- [TASK BRIEF]
What lines of the listing below contain the word "graph"? Copy each of them out.
*** Opening MATERIAL TO PROCESS ***
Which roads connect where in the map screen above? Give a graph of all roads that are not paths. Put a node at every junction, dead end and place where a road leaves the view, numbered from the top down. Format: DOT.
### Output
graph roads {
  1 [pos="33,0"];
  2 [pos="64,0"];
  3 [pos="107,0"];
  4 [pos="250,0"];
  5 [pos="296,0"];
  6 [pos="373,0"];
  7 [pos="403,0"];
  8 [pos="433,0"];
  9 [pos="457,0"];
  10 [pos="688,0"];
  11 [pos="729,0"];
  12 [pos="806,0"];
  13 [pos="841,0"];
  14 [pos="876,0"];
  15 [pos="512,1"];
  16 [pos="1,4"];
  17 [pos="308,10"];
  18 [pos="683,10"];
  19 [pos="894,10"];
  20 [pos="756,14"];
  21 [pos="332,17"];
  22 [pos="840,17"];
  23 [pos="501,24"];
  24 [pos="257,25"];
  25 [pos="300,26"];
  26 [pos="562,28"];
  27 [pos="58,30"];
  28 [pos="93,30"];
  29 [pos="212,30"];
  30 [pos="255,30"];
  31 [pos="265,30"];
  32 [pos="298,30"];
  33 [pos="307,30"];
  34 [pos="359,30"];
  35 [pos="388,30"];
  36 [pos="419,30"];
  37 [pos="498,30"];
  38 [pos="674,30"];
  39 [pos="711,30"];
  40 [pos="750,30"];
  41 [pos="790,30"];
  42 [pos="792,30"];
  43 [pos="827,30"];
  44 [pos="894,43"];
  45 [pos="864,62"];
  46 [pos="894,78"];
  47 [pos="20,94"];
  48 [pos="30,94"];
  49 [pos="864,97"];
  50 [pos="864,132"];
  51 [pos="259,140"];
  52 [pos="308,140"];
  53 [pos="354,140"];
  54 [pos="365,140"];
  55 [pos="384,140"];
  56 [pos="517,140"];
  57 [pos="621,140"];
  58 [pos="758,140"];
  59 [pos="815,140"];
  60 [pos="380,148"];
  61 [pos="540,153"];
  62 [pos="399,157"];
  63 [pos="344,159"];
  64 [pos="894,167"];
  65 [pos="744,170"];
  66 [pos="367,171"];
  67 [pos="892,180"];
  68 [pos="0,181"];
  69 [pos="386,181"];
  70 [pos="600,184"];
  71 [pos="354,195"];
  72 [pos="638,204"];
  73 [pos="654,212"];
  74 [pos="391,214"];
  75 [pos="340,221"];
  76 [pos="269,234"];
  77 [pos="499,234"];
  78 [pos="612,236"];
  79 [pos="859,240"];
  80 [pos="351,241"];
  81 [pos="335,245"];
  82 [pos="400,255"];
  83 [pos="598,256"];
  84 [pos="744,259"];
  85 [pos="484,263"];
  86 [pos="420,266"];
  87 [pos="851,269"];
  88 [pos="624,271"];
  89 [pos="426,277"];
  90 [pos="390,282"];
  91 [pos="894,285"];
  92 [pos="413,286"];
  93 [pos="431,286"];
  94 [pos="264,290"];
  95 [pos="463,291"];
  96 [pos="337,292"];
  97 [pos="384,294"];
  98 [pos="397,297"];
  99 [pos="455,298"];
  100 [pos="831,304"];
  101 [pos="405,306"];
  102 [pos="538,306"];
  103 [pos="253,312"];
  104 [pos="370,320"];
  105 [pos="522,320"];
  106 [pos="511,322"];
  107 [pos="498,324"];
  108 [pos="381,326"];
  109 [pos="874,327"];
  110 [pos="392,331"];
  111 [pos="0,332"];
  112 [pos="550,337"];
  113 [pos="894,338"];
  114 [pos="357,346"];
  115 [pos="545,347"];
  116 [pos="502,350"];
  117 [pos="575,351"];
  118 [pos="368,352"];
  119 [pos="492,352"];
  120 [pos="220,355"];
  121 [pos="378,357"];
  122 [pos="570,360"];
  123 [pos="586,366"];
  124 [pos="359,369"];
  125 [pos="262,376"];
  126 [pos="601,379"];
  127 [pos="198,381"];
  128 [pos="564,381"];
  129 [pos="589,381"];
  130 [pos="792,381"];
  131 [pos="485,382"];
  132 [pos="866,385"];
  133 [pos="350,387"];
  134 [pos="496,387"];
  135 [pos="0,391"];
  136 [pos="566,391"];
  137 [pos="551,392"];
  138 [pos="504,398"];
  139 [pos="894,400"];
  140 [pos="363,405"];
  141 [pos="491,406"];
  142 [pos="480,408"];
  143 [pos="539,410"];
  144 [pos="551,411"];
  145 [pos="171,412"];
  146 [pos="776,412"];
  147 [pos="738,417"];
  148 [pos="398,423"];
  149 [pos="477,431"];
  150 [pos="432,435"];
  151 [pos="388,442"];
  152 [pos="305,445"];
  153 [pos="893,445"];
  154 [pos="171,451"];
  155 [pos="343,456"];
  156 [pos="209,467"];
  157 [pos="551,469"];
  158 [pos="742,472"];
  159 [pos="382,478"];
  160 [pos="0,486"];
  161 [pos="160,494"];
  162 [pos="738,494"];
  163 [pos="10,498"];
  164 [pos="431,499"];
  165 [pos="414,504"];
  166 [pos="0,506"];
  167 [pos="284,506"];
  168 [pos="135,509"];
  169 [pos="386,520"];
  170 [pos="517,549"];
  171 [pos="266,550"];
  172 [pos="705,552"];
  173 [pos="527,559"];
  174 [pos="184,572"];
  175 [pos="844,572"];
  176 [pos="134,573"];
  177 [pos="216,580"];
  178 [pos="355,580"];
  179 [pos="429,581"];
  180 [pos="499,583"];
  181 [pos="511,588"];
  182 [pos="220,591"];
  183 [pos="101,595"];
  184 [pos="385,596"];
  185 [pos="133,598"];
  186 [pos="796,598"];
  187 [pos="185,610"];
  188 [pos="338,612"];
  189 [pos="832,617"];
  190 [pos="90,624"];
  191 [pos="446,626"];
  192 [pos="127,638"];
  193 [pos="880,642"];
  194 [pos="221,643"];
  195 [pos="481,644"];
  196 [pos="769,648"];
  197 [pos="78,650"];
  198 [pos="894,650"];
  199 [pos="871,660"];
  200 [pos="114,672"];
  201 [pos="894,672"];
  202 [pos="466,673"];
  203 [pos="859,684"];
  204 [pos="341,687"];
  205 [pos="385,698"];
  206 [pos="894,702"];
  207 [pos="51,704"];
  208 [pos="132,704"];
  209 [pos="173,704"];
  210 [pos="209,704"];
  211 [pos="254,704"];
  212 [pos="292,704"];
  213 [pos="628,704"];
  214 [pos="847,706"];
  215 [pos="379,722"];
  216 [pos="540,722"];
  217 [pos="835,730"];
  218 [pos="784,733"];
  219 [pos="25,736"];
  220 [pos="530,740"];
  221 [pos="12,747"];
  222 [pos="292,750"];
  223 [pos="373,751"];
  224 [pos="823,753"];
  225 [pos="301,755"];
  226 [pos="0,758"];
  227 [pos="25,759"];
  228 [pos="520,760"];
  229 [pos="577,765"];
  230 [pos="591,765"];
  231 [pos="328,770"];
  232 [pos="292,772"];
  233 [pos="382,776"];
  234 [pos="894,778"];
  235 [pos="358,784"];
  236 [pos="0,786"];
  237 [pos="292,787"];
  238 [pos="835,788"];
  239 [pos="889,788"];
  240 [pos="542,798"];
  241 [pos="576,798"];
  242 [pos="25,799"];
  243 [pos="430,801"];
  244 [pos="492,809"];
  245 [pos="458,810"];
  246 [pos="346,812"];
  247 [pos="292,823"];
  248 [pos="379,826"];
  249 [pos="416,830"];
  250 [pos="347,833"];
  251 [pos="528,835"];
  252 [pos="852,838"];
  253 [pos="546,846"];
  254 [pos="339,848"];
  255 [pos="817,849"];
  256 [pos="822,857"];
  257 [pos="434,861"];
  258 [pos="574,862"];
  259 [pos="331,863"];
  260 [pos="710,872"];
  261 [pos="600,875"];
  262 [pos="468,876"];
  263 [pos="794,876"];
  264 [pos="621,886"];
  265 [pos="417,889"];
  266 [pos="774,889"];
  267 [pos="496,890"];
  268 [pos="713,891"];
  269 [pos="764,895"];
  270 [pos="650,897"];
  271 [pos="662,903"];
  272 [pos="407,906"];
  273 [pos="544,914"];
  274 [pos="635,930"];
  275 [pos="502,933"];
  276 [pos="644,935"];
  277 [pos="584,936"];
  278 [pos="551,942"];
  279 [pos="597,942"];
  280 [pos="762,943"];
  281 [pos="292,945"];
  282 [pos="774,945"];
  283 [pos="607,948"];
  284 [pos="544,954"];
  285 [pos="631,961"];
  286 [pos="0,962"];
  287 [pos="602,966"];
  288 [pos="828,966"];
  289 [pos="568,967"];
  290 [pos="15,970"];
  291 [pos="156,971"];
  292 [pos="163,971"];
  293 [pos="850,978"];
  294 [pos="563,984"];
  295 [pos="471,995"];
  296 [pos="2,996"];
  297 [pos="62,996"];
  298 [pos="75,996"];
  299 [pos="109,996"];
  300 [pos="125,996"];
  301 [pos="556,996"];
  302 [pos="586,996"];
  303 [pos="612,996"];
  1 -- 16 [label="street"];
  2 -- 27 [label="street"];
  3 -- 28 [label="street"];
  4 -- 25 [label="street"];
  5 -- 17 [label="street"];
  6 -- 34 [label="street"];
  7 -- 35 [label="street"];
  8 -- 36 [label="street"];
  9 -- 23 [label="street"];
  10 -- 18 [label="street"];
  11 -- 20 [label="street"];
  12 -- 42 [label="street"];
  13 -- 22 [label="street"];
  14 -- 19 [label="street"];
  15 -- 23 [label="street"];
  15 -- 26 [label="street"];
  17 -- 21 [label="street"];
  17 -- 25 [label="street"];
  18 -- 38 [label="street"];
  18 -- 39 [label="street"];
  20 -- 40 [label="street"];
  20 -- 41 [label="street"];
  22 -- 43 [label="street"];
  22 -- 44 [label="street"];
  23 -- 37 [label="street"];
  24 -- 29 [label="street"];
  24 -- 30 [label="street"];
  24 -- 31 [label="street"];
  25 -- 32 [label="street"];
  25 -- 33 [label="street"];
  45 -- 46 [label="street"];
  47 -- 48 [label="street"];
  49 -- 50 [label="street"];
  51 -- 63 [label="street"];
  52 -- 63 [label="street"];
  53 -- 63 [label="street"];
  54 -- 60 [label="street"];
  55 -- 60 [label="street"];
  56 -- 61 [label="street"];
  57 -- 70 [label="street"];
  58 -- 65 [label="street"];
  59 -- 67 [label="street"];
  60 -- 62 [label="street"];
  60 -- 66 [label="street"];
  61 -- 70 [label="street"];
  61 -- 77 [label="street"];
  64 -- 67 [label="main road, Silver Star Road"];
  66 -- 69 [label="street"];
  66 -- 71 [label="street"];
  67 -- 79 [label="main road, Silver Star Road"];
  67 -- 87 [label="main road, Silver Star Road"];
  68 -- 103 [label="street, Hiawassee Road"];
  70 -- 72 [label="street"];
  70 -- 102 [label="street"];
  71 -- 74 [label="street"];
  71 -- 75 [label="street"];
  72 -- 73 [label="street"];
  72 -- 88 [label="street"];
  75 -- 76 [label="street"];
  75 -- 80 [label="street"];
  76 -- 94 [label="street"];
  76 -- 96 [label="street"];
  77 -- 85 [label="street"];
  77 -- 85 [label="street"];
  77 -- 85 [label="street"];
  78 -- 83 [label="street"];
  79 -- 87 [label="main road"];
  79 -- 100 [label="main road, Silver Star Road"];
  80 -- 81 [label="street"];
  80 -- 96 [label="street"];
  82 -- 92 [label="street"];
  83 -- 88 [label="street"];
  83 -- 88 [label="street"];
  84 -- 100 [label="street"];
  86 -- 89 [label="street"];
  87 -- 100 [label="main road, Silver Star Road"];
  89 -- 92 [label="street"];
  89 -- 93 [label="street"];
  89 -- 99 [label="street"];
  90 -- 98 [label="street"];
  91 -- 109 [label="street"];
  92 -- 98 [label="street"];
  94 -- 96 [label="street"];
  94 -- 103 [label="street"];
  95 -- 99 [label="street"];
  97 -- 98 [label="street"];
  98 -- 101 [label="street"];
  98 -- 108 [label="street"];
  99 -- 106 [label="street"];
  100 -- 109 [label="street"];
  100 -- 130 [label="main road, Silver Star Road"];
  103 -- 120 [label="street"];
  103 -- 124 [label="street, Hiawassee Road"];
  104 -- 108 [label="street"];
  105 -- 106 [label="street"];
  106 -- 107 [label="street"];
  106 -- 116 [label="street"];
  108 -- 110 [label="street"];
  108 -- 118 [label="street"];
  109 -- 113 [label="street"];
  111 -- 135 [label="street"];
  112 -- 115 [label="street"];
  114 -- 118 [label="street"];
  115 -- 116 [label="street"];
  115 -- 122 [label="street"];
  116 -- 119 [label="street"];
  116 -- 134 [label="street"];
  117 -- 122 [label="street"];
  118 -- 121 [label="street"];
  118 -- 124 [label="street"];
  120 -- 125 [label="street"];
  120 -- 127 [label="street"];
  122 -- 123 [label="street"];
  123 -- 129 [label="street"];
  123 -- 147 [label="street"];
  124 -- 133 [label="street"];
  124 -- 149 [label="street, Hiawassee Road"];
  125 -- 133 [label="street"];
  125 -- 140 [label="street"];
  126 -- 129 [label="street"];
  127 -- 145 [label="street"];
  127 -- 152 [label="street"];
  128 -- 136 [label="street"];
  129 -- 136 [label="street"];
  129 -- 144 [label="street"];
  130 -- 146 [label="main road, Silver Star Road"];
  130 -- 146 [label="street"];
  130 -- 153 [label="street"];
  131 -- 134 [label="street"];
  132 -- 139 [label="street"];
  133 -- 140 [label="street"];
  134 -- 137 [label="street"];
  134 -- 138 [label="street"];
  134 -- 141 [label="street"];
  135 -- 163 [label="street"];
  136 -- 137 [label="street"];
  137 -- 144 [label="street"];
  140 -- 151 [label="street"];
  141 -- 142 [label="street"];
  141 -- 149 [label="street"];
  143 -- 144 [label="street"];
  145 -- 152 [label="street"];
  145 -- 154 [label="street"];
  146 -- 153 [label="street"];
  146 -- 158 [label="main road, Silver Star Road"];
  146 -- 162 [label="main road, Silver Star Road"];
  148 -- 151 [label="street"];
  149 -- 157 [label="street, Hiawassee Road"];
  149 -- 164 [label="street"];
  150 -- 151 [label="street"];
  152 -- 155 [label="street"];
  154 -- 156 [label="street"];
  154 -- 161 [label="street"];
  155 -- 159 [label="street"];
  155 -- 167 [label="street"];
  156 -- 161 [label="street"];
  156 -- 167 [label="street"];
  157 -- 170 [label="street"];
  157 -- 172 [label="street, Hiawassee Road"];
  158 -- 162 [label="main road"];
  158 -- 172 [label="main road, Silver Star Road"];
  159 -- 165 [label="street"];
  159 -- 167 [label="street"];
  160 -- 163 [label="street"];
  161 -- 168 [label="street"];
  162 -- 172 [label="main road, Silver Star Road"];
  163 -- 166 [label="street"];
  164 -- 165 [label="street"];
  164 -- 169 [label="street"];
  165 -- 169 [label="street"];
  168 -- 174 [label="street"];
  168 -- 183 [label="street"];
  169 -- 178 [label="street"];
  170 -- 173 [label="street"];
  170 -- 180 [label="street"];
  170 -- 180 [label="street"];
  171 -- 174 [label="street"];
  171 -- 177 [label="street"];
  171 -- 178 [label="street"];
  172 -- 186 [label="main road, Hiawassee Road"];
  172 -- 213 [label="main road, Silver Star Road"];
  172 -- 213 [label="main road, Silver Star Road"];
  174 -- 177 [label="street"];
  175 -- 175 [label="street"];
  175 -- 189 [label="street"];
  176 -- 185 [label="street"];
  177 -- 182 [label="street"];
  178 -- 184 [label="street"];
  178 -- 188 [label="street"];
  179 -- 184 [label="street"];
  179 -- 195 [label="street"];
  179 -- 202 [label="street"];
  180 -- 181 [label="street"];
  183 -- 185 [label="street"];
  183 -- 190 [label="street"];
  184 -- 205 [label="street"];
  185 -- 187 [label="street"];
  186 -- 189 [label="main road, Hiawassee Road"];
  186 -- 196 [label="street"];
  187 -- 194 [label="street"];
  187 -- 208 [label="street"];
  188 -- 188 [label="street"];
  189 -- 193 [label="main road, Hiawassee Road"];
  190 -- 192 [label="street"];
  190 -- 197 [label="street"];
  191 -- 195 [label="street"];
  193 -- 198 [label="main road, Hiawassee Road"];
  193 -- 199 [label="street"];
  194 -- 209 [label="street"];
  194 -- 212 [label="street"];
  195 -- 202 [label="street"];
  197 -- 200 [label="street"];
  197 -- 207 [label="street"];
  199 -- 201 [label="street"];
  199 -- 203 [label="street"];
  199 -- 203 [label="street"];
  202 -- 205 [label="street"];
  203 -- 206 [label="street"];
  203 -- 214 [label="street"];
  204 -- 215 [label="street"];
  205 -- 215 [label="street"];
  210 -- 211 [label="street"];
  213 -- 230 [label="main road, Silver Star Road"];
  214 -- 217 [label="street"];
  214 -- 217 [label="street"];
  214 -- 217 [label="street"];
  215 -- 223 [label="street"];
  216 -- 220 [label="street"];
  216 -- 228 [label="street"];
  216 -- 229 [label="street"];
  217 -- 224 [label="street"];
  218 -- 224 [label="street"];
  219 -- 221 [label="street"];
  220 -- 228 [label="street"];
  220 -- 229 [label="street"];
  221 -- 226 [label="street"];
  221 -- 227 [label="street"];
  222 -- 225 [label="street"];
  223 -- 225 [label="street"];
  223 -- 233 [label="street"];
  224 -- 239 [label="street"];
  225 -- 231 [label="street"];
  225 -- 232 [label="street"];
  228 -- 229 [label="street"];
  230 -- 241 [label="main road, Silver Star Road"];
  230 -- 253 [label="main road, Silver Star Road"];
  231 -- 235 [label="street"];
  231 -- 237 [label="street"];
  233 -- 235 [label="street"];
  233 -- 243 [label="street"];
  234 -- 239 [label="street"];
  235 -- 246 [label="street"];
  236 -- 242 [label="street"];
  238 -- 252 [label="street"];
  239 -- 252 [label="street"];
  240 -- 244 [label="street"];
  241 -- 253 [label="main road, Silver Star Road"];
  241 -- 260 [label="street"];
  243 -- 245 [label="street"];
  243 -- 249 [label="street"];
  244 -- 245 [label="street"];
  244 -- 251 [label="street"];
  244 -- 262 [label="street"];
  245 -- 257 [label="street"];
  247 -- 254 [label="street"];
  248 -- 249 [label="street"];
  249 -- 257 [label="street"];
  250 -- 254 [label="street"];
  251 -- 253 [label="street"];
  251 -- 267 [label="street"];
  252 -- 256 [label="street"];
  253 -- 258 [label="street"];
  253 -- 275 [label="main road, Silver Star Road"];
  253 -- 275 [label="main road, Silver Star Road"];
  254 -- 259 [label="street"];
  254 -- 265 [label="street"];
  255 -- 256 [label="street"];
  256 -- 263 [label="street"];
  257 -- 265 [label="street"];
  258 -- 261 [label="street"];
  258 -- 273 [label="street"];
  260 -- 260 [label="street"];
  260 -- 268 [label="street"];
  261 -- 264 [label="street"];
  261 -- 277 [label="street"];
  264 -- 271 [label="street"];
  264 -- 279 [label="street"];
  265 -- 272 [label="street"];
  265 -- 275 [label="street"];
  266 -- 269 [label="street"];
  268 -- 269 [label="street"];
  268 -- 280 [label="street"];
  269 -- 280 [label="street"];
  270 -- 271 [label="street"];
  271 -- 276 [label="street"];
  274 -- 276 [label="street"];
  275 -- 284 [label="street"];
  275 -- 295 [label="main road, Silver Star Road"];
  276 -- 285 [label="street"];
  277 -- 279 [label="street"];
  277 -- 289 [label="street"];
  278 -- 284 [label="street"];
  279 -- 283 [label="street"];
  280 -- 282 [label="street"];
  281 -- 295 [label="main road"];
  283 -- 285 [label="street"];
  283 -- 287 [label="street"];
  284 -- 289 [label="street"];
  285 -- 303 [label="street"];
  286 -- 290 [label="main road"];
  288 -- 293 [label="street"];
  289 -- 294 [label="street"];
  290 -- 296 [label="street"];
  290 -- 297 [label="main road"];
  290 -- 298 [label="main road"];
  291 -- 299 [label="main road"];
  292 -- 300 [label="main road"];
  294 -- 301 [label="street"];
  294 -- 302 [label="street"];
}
*** Closing MATERIAL TO PROCESS ***
- [OUTPUT]
Which roads connect where in the map screen above? Give a graph of all roads that are not paths. Put a node at every junction, dead end and place where a road leaves the view, numbered from the top down. Format: DOT.
graph roads {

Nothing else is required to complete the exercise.